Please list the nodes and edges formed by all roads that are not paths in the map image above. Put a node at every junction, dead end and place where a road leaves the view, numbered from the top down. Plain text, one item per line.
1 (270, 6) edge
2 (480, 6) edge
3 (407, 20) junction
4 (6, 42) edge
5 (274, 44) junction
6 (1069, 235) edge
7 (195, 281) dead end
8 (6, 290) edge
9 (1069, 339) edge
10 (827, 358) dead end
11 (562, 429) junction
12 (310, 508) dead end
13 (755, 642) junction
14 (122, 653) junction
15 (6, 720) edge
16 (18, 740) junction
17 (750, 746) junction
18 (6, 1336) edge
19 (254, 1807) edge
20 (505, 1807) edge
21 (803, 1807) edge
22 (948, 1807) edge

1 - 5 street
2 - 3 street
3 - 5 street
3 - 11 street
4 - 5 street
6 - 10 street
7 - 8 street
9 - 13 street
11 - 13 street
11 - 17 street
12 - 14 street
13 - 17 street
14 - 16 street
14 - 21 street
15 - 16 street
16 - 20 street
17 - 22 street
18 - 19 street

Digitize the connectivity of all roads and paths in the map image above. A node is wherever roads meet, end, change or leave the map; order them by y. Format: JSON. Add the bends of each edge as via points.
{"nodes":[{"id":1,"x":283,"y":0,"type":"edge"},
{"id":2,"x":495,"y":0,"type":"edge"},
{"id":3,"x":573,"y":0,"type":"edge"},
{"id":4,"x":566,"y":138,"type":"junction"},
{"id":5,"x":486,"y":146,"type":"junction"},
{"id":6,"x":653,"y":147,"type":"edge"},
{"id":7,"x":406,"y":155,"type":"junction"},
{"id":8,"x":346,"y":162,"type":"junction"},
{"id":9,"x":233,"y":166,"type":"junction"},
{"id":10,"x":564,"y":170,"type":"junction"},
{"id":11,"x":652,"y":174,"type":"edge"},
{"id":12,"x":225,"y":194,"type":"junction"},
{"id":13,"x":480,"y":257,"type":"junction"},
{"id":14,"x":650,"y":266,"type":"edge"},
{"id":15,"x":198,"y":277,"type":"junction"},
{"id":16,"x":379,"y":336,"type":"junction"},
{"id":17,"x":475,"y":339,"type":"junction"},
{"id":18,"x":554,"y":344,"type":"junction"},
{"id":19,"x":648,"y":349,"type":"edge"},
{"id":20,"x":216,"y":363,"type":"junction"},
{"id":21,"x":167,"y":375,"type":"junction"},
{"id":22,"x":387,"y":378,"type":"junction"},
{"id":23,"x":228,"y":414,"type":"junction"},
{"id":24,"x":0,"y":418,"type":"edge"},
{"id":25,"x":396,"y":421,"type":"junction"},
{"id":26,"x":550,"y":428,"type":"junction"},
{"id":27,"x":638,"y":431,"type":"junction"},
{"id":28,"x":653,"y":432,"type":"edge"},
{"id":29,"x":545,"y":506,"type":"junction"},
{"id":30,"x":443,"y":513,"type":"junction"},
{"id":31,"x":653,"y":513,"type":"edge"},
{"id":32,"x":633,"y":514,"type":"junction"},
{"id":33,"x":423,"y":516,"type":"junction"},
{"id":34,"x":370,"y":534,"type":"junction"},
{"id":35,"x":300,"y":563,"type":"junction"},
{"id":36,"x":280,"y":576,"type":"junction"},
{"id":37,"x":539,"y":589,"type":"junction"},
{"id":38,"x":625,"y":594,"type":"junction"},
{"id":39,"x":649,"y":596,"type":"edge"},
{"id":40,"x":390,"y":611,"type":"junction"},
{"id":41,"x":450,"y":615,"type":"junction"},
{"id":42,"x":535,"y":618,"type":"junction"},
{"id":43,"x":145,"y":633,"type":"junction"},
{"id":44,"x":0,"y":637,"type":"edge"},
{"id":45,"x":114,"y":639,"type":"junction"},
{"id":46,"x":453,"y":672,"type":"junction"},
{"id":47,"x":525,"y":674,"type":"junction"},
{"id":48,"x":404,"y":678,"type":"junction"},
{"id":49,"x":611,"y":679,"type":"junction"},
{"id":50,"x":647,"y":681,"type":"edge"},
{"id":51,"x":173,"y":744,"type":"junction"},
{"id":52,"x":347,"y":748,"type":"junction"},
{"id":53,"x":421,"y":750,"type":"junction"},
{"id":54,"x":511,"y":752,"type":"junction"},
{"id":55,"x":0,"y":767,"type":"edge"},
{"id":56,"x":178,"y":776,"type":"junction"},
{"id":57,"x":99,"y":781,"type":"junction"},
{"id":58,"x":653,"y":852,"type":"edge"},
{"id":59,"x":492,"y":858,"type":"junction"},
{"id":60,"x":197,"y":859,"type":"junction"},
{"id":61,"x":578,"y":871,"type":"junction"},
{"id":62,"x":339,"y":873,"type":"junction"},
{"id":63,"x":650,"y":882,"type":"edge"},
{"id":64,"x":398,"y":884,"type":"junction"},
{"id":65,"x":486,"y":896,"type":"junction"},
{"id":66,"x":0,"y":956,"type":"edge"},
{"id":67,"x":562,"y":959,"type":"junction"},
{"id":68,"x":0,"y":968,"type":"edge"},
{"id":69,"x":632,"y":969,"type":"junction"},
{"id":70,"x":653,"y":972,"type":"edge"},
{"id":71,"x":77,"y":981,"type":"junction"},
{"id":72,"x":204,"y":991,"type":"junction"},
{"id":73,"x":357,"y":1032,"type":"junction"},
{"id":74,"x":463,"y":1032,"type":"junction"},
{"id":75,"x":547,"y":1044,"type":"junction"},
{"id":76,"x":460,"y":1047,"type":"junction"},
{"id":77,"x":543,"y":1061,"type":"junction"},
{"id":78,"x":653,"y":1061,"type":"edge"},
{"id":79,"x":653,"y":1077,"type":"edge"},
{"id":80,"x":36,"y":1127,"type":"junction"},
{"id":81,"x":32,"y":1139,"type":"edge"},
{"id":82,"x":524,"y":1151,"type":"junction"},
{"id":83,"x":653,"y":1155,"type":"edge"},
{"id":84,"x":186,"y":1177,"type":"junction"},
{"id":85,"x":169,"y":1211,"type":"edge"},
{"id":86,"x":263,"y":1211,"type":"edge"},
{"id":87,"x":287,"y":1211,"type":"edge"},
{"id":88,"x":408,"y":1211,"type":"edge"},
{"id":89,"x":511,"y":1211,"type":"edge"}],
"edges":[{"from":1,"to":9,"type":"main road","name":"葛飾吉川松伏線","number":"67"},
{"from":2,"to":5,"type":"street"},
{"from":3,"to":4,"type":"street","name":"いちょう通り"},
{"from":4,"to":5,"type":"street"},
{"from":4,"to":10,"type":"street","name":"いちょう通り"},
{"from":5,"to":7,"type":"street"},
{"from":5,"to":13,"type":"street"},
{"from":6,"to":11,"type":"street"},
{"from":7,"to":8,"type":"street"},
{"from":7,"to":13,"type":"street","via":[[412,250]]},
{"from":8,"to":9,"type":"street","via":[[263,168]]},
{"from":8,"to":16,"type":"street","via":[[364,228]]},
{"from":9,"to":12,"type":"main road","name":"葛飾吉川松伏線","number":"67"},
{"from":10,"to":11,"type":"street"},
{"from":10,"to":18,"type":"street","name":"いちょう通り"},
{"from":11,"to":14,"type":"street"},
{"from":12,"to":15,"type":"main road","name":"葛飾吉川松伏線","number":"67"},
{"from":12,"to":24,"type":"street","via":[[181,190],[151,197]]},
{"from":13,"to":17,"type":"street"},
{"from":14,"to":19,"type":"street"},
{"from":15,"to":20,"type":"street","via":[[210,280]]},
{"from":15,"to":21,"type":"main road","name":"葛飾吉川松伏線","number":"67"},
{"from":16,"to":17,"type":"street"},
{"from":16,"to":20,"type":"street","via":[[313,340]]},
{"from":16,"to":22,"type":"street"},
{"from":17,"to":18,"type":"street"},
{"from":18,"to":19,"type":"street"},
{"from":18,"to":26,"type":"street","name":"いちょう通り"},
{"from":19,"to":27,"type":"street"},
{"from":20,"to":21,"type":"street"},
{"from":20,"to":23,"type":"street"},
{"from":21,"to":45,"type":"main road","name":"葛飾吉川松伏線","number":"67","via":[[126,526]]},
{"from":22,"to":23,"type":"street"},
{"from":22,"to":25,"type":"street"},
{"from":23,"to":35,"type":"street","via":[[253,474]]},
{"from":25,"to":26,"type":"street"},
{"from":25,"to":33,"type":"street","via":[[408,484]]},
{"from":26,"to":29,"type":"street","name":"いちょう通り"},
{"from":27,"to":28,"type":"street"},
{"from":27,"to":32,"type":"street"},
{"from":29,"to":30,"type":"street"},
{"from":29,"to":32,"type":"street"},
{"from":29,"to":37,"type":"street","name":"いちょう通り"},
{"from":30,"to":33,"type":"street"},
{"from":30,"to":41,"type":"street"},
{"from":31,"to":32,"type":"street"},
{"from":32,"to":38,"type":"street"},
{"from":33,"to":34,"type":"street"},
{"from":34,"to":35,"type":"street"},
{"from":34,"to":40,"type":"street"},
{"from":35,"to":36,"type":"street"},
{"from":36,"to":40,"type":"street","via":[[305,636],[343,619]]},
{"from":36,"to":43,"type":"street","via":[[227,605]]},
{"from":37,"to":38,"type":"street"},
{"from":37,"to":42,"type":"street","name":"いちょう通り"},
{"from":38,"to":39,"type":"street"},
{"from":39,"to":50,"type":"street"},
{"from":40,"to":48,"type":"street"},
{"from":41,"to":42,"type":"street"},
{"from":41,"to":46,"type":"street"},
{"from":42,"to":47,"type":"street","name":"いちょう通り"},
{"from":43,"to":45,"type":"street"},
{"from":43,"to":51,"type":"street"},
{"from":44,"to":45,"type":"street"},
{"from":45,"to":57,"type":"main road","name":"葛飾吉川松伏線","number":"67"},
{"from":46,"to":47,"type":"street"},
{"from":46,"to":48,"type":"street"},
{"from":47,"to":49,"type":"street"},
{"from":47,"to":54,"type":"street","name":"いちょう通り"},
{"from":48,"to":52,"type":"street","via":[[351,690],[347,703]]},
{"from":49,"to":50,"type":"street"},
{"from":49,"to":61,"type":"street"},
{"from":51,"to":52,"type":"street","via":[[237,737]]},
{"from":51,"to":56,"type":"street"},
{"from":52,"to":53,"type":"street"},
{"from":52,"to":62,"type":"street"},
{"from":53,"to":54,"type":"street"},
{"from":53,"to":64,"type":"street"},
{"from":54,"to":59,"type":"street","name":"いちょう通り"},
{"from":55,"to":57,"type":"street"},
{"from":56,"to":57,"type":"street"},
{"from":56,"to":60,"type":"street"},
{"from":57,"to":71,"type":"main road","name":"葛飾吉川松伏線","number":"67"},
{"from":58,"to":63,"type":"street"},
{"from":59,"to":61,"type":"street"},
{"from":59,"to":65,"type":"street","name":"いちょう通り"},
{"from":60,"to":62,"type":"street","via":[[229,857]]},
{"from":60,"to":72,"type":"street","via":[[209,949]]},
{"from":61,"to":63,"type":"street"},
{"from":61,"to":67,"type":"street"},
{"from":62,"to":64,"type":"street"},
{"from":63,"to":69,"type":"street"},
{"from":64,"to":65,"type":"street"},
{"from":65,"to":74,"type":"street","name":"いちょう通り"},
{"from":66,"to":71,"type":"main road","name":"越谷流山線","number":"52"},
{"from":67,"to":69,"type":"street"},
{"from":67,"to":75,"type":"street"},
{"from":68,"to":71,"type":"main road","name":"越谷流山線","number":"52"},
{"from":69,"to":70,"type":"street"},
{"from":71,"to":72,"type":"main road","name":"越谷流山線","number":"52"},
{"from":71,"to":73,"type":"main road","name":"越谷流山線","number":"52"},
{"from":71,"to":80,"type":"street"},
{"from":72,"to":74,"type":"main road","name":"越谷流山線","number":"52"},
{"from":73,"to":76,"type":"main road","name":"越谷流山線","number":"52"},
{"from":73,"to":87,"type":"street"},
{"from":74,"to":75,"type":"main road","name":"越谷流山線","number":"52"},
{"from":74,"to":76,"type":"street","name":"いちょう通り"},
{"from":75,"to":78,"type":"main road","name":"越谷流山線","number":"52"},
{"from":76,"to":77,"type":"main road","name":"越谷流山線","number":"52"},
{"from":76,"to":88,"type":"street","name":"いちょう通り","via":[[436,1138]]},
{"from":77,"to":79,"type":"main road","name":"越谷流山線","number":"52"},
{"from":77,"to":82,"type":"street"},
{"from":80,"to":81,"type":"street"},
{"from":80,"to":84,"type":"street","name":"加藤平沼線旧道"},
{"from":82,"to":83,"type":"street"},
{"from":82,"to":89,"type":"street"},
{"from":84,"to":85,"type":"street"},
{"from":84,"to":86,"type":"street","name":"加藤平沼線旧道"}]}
···
**Work to complete:** In the entries above, how many lines hold the word "dead"? Answer with the number only.

**Problem solution:** 4